Records for this exercise Block Start
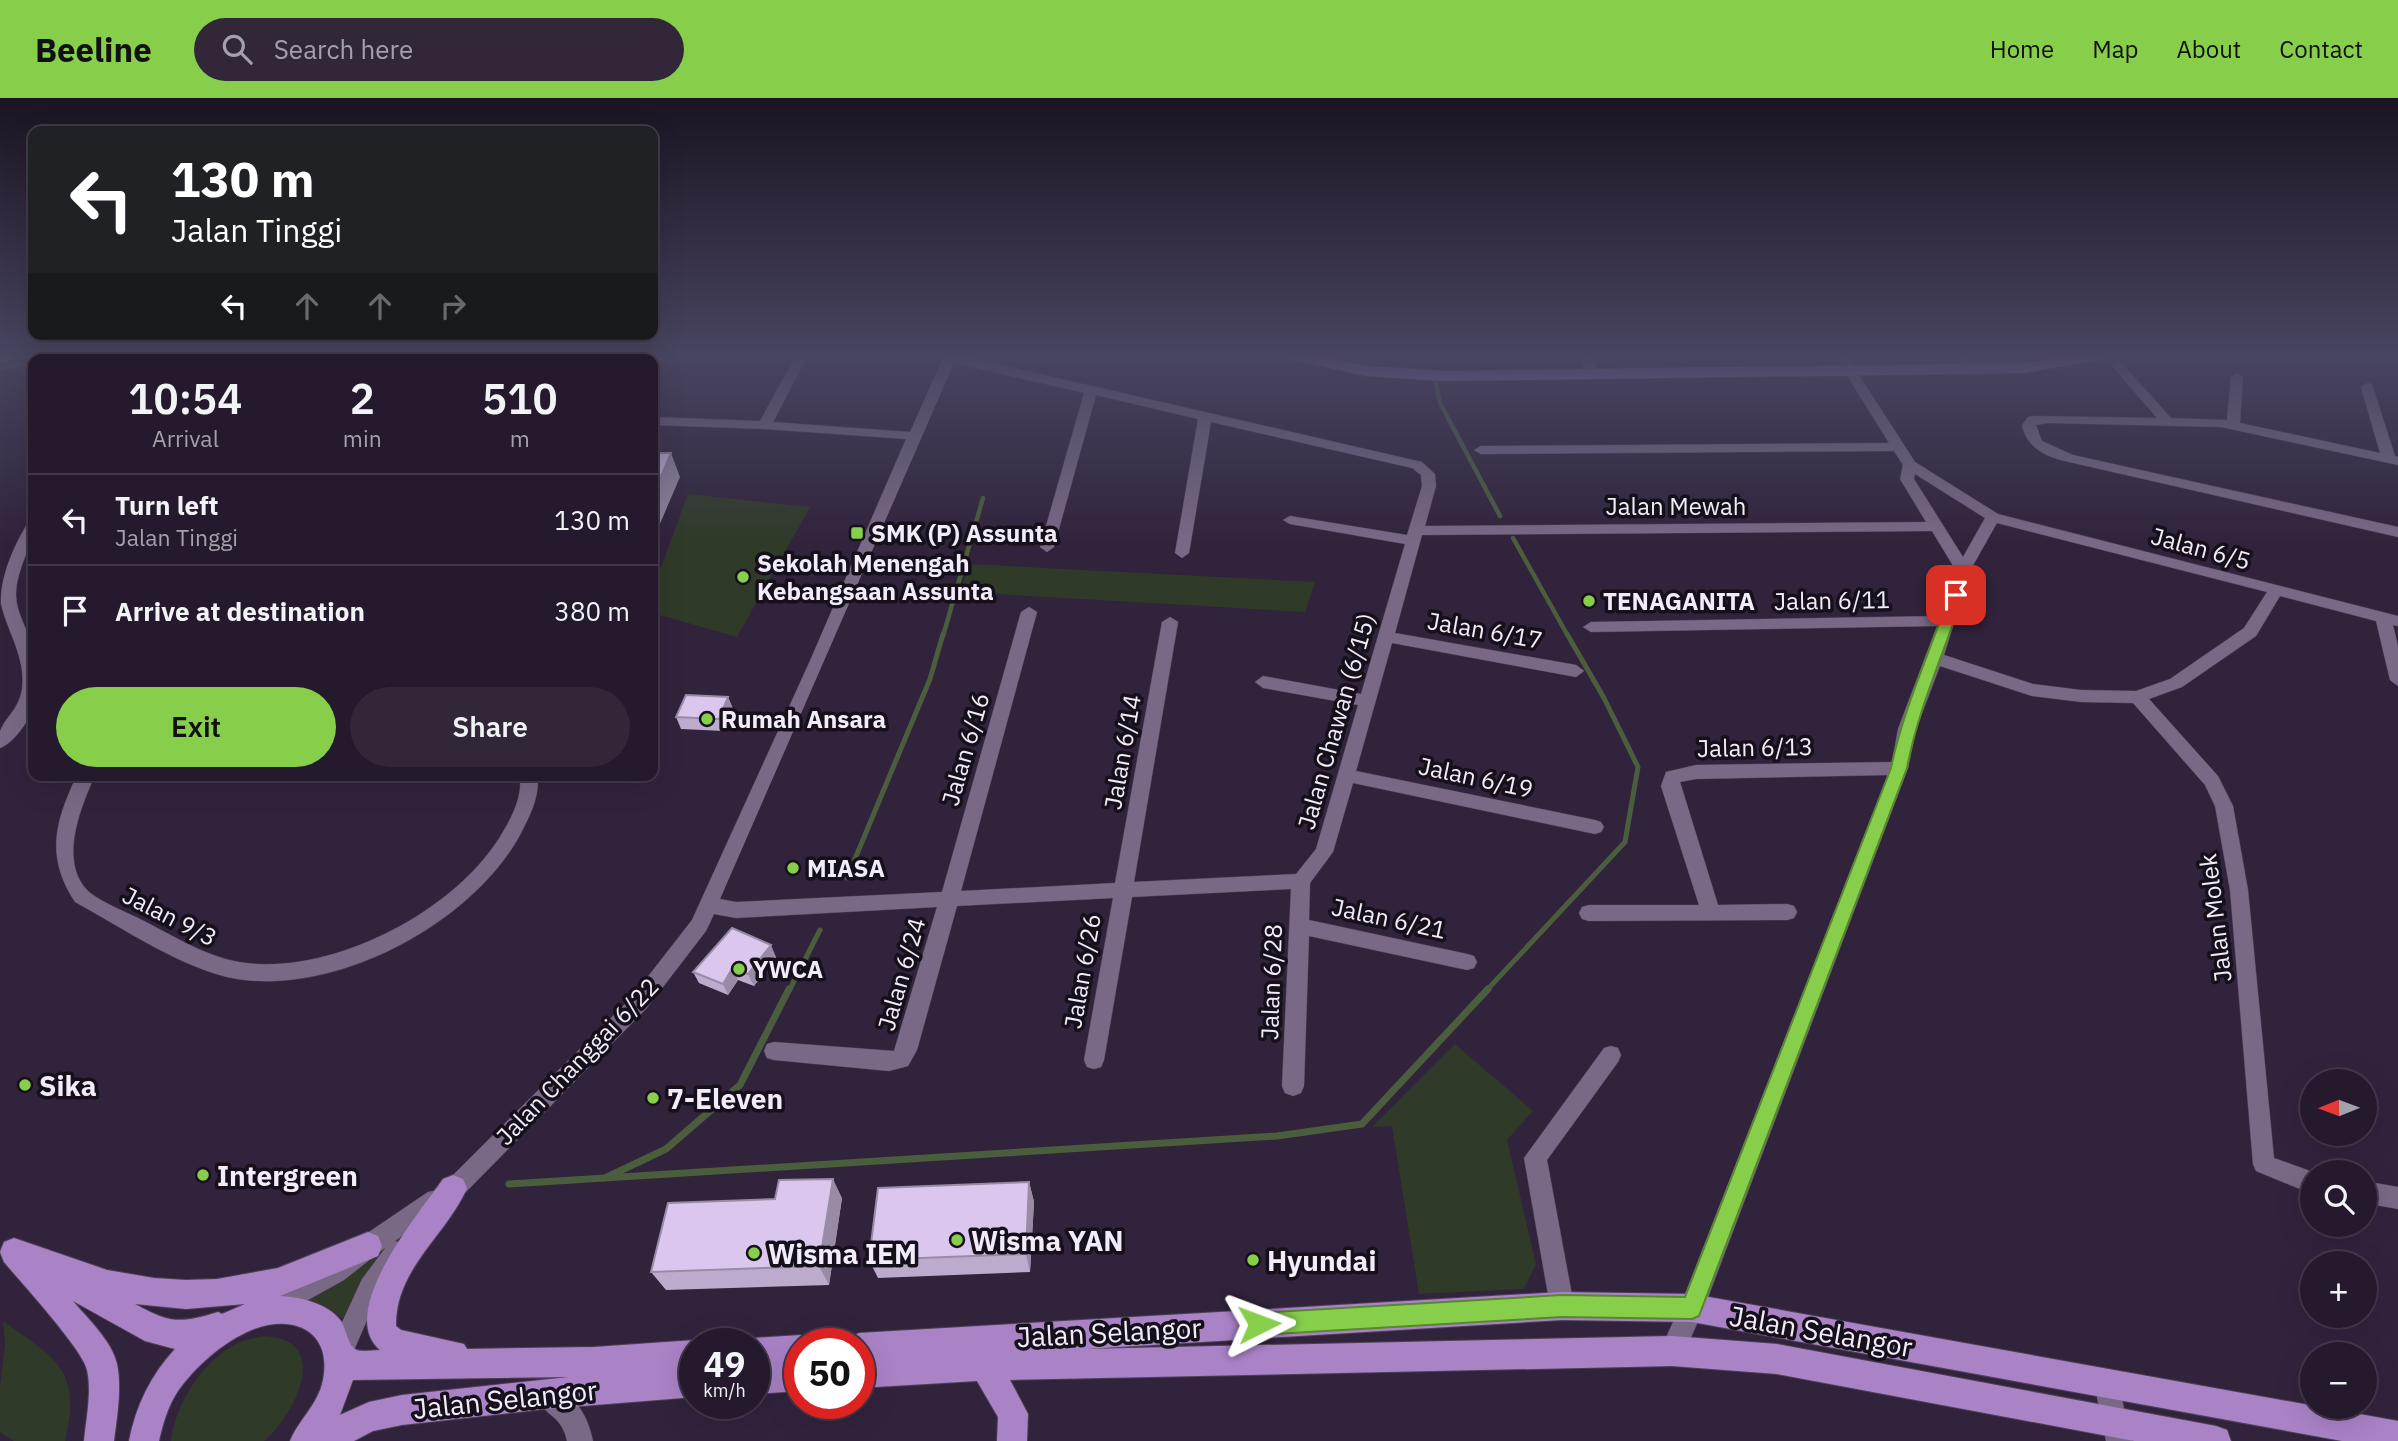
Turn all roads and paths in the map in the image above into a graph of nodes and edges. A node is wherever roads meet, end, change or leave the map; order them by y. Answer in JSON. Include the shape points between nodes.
{"nodes":[{"id":1,"x":768,"y":418,"type":"edge"},
{"id":2,"x":922,"y":418,"type":"edge"},
{"id":3,"x":1083,"y":418,"type":"edge"},
{"id":4,"x":1205,"y":418,"type":"edge"},
{"id":5,"x":1212,"y":418,"type":"edge"},
{"id":6,"x":1880,"y":418,"type":"edge"},
{"id":7,"x":2164,"y":418,"type":"edge"},
{"id":8,"x":2234,"y":418,"type":"edge"},
{"id":9,"x":2379,"y":418,"type":"edge"},
{"id":10,"x":2166,"y":420,"type":"junction"},
{"id":11,"x":658,"y":421,"type":"edge"},
{"id":12,"x":764,"y":425,"type":"junction"},
{"id":13,"x":2233,"y":425,"type":"junction"},
{"id":14,"x":914,"y":436,"type":"junction"},
{"id":15,"x":1899,"y":447,"type":"junction"},
{"id":16,"x":1481,"y":450,"type":"dead end"},
{"id":17,"x":2394,"y":460,"type":"edge"},
{"id":18,"x":1910,"y":465,"type":"junction"},
{"id":19,"x":1993,"y":517,"type":"junction"},
{"id":20,"x":1290,"y":520,"type":"dead end"},
{"id":21,"x":1936,"y":526,"type":"junction"},
{"id":22,"x":2398,"y":532,"type":"edge"},
{"id":23,"x":28,"y":533,"type":"edge"},
{"id":24,"x":1414,"y":536,"type":"junction"},
{"id":25,"x":1047,"y":547,"type":"dead end"},
{"id":26,"x":1181,"y":553,"type":"dead end"},
{"id":27,"x":6,"y":564,"type":"edge"},
{"id":28,"x":1963,"y":569,"type":"junction"},
{"id":29,"x":2275,"y":591,"type":"junction"},
{"id":30,"x":1029,"y":612,"type":"dead end"},
{"id":31,"x":2390,"y":619,"type":"edge"},
{"id":32,"x":1948,"y":621,"type":"junction"},
{"id":33,"x":1170,"y":622,"type":"dead end"},
{"id":34,"x":1591,"y":627,"type":"dead end"},
{"id":35,"x":27,"y":630,"type":"edge"},
{"id":36,"x":1385,"y":637,"type":"junction"},
{"id":37,"x":1935,"y":658,"type":"junction"},
{"id":38,"x":1576,"y":670,"type":"dead end"},
{"id":39,"x":2398,"y":680,"type":"edge"},
{"id":40,"x":1263,"y":682,"type":"dead end"},
{"id":41,"x":2137,"y":697,"type":"junction"},
{"id":42,"x":1367,"y":701,"type":"junction"},
{"id":43,"x":28,"y":706,"type":"edge"},
{"id":44,"x":25,"y":725,"type":"edge"},
{"id":45,"x":0,"y":742,"type":"edge"},
{"id":46,"x":1899,"y":768,"type":"junction"},
{"id":47,"x":1346,"y":775,"type":"junction"},
{"id":48,"x":83,"y":781,"type":"edge"},
{"id":49,"x":528,"y":781,"type":"edge"},
{"id":50,"x":1595,"y":827,"type":"dead end"},
{"id":51,"x":1301,"y":881,"type":"junction"},
{"id":52,"x":1123,"y":891,"type":"junction"},
{"id":53,"x":949,"y":900,"type":"junction"},
{"id":54,"x":710,"y":905,"type":"junction"},
{"id":55,"x":1711,"y":912,"type":"junction"},
{"id":56,"x":1787,"y":912,"type":"dead end"},
{"id":57,"x":1590,"y":913,"type":"dead end"},
{"id":58,"x":1299,"y":926,"type":"junction"},
{"id":59,"x":1467,"y":962,"type":"dead end"},
{"id":60,"x":774,"y":1051,"type":"dead end"},
{"id":61,"x":1611,"y":1055,"type":"dead end"},
{"id":62,"x":1094,"y":1060,"type":"dead end"},
{"id":63,"x":1293,"y":1086,"type":"dead end"},
{"id":64,"x":2300,"y":1178,"type":"edge"},
{"id":65,"x":453,"y":1188,"type":"junction"},
{"id":66,"x":2377,"y":1194,"type":"edge"},
{"id":67,"x":2398,"y":1198,"type":"edge"},
{"id":68,"x":7,"y":1246,"type":"edge"},
{"id":69,"x":368,"y":1246,"type":"junction"},
{"id":70,"x":1562,"y":1306,"type":"junction"},
{"id":71,"x":1692,"y":1308,"type":"junction"},
{"id":72,"x":247,"y":1318,"type":"junction"},
{"id":73,"x":875,"y":1347,"type":"edge"},
{"id":74,"x":1672,"y":1351,"type":"junction"},
{"id":75,"x":339,"y":1355,"type":"junction"},
{"id":76,"x":679,"y":1356,"type":"edge"},
{"id":77,"x":505,"y":1363,"type":"junction"},
{"id":78,"x":985,"y":1366,"type":"junction"},
{"id":79,"x":875,"y":1372,"type":"edge"},
{"id":80,"x":679,"y":1383,"type":"edge"},
{"id":81,"x":2106,"y":1383,"type":"junction"},
{"id":82,"x":545,"y":1394,"type":"junction"},
{"id":83,"x":2117,"y":1432,"type":"edge"},
{"id":84,"x":2398,"y":1436,"type":"edge"},
{"id":85,"x":99,"y":1441,"type":"edge"},
{"id":86,"x":144,"y":1441,"type":"edge"},
{"id":87,"x":305,"y":1441,"type":"edge"},
{"id":88,"x":322,"y":1441,"type":"edge"},
{"id":89,"x":580,"y":1441,"type":"edge"},
{"id":90,"x":1012,"y":1441,"type":"edge"},
{"id":91,"x":2216,"y":1441,"type":"edge"}],
"edges":[{"from":1,"to":12,"type":"street"},
{"from":2,"to":14,"type":"street","name":"Jalan Changgai 6/22"},
{"from":3,"to":25,"type":"street"},
{"from":4,"to":26,"type":"street"},
{"from":5,"to":24,"type":"street","name":"Jalan Chawan (6/15)","via":[[1423,468],[1429,486]]},
{"from":6,"to":15,"type":"street"},
{"from":7,"to":10,"type":"street"},
{"from":8,"to":13,"type":"street"},
{"from":9,"to":17,"type":"street"},
{"from":10,"to":13,"type":"street"},
{"from":10,"to":22,"type":"street","via":[[2048,419],[2028,425],[2044,449],[2056,454]]},
{"from":11,"to":12,"type":"street"},
{"from":12,"to":14,"type":"street"},
{"from":13,"to":17,"type":"street"},
{"from":14,"to":54,"type":"street","name":"Jalan Changgai 6/22"},
{"from":15,"to":16,"type":"street"},
{"from":15,"to":18,"type":"street"},
{"from":18,"to":19,"type":"street","name":"Jalan 6/5"},
{"from":18,"to":21,"type":"street","via":[[1907,479]]},
{"from":19,"to":28,"type":"street"},
{"from":19,"to":29,"type":"street","name":"Jalan 6/5"},
{"from":20,"to":24,"type":"street","name":"Jalan Mewah"},
{"from":21,"to":24,"type":"street","name":"Jalan Mewah"},
{"from":21,"to":28,"type":"street"},
{"from":23,"to":27,"type":"street"},
{"from":24,"to":36,"type":"street","name":"Jalan Chawan (6/15)"},
{"from":27,"to":35,"type":"street","via":[[8,599]]},
{"from":28,"to":32,"type":"street"},
{"from":29,"to":31,"type":"street","name":"Jalan 6/5"},
{"from":29,"to":41,"type":"street","via":[[2250,632],[2176,683]]},
{"from":30,"to":53,"type":"street","name":"Jalan 6/16"},
{"from":31,"to":39,"type":"street"},
{"from":32,"to":34,"type":"street","name":"Jalan 6/11"},
{"from":32,"to":37,"type":"street"},
{"from":33,"to":52,"type":"street","name":"Jalan 6/14"},
{"from":36,"to":38,"type":"street","name":"Jalan 6/17"},
{"from":36,"to":42,"type":"street","name":"Jalan Chawan (6/15)"},
{"from":37,"to":41,"type":"street","via":[[2032,690]]},
{"from":37,"to":46,"type":"street","via":[[1907,729]]},
{"from":40,"to":42,"type":"street"},
{"from":41,"to":64,"type":"street","name":"Jalan Molek","via":[[2213,781],[2224,806],[2239,890],[2264,1164]]},
{"from":42,"to":47,"type":"street","name":"Jalan Chawan (6/15)"},
{"from":43,"to":44,"type":"street"},
{"from":44,"to":45,"type":"street"},
{"from":46,"to":55,"type":"street","name":"Jalan 6/13","via":[[1696,772],[1672,777],[1670,786]]},
{"from":46,"to":71,"type":"street"},
{"from":47,"to":50,"type":"street","name":"Jalan 6/19"},
{"from":47,"to":51,"type":"street","name":"Jalan Chawan (6/15)","via":[[1324,852]]},
{"from":48,"to":49,"type":"street","name":"Jalan 9/3","via":[[72,803],[64,848],[65,870],[82,897],[208,964],[263,972],[287,972],[365,951],[431,917],[483,874],[506,846],[524,807]]},
{"from":51,"to":52,"type":"street"},
{"from":51,"to":58,"type":"street","name":"Jalan 6/28"},
{"from":52,"to":53,"type":"street"},
{"from":52,"to":62,"type":"street","name":"Jalan 6/26"},
{"from":53,"to":54,"type":"street","via":[[736,910]]},
{"from":53,"to":60,"type":"street","name":"Jalan 6/24","via":[[901,1059],[889,1062]]},
{"from":54,"to":65,"type":"street","name":"Jalan Changgai 6/22","via":[[639,1003]]},
{"from":55,"to":56,"type":"street"},
{"from":55,"to":57,"type":"street"},
{"from":58,"to":59,"type":"street","name":"Jalan 6/21"},
{"from":58,"to":63,"type":"street","name":"Jalan 6/28"},
{"from":61,"to":70,"type":"street","via":[[1535,1158]]},
{"from":65,"to":69,"type":"street","name":"Jalan Changgai 6/22"},
{"from":65,"to":75,"type":"street","name":"Jalan Changgai 6/22","via":[[370,1287]]},
{"from":65,"to":77,"type":"main road","via":[[394,1273],[379,1316],[382,1333],[394,1343]]},
{"from":66,"to":67,"type":"street"},
{"from":68,"to":69,"type":"main road","via":[[117,1287],[175,1296],[268,1285],[322,1269]]},
{"from":68,"to":72,"type":"main road","via":[[155,1331],[188,1336]]},
{"from":68,"to":85,"type":"main road","via":[[103,1364]]},
{"from":69,"to":72,"type":"street","name":"Jalan Changgai 6/22","via":[[336,1272]]},
{"from":70,"to":71,"type":"main road","name":"Jalan Selangor"},
{"from":70,"to":73,"type":"main road","name":"Jalan Selangor"},
{"from":71,"to":74,"type":"street"},
{"from":71,"to":81,"type":"main road","name":"Jalan Selangor"},
{"from":72,"to":75,"type":"main road","via":[[276,1310],[309,1314],[332,1333]]},
{"from":72,"to":86,"type":"main road","via":[[202,1344],[172,1374],[157,1397]]},
{"from":74,"to":78,"type":"main road","name":"Jalan Selangor"},
{"from":74,"to":83,"type":"main road","name":"Jalan Selangor","via":[[1777,1359]]},
{"from":75,"to":77,"type":"main road","name":"Jalan Selangor","via":[[353,1364]]},
{"from":75,"to":87,"type":"main road","via":[[338,1380],[329,1407]]},
{"from":76,"to":77,"type":"main road","name":"Jalan Selangor"},
{"from":78,"to":79,"type":"main road","name":"Jalan Selangor"},
{"from":78,"to":90,"type":"main road","via":[[1013,1414]]},
{"from":80,"to":82,"type":"main road","name":"Jalan Selangor"},
{"from":81,"to":83,"type":"street"},
{"from":81,"to":84,"type":"main road","name":"Jalan Selangor"},
{"from":82,"to":88,"type":"main road","name":"Jalan Selangor","via":[[380,1414]]},
{"from":82,"to":89,"type":"street","via":[[567,1407],[577,1420]]},
{"from":83,"to":91,"type":"main road","name":"Jalan Selangor"}]}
Records for this exercise Block End
> Aim of the exercise
Copy every line above that includes the string "nodes".

> Problem solution
Turn all roads and paths in the map in the image above into a graph of nodes and edges. A node is wherever roads meet, end, change or leave the map; order them by y. Answer in JSON. Include the shape points between nodes.
{"nodes":[{"id":1,"x":768,"y":418,"type":"edge"},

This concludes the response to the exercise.